Solution around this is high % nickel rods. And in my opinion POST WELD HEAT TREATING. Thid allows the dossolution of the martensite in the weld area and or heat effected zone.

So pre heat to 400 or 500F and then welding short stringers. Peening the weld and repeating the process. Then a slow cooling in fire blankets and or high temp insulation. Perferably a temp controlled oven.

Cracking is a big chance as well when the part is subjected to high weld temps.
I prefer nickel 99 rods when doing multiple passes or machining required afterwards.
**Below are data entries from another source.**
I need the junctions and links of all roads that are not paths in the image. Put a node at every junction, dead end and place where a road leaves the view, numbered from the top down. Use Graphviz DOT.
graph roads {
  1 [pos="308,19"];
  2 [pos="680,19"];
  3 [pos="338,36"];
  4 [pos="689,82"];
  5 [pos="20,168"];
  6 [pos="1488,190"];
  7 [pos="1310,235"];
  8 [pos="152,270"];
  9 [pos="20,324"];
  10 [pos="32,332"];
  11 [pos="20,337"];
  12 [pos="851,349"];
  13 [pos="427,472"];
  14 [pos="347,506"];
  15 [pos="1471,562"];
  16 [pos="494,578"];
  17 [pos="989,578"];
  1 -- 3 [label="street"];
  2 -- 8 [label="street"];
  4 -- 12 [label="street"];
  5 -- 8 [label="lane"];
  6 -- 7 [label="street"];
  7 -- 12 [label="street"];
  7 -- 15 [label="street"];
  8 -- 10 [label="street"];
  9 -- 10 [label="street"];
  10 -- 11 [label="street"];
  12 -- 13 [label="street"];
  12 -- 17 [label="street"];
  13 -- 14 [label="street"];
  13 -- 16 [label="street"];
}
Skip the BS and headaches.
Preheat as per normal. Ready the oxy propane or oxy axetylene torch and braze it with low fuming braze rod. Coated or uncoated rods. Flux is your friend.

More if youre interested.
Gluck !

and dont forget ni-rod 99 is expensive shit
 
Redneck. Where do you live. Perhaps we can assist in the braze or weld ?

 
and dont forget ni-rod 99 is expensive shit
Waaay back , I ran a portable welding truck . One day I was on a construction job site and away from my truck , much to my surprise , when I returned to the truck some dickhead decided to use the vise that was bolted to the deck of my truck and broke the movable jaw in half , then slipped away quietly without their identity being revealed . I was pissed but was able to weld it with Ni-rod , grind , pre heat , weld , peen , weld , post heat , grind , paint ....... it was never the same , it took a long time to repair and I burned a bunch of expensive rod in the process. A better solution would have been to huck the vise in a dumpster and buy a new one.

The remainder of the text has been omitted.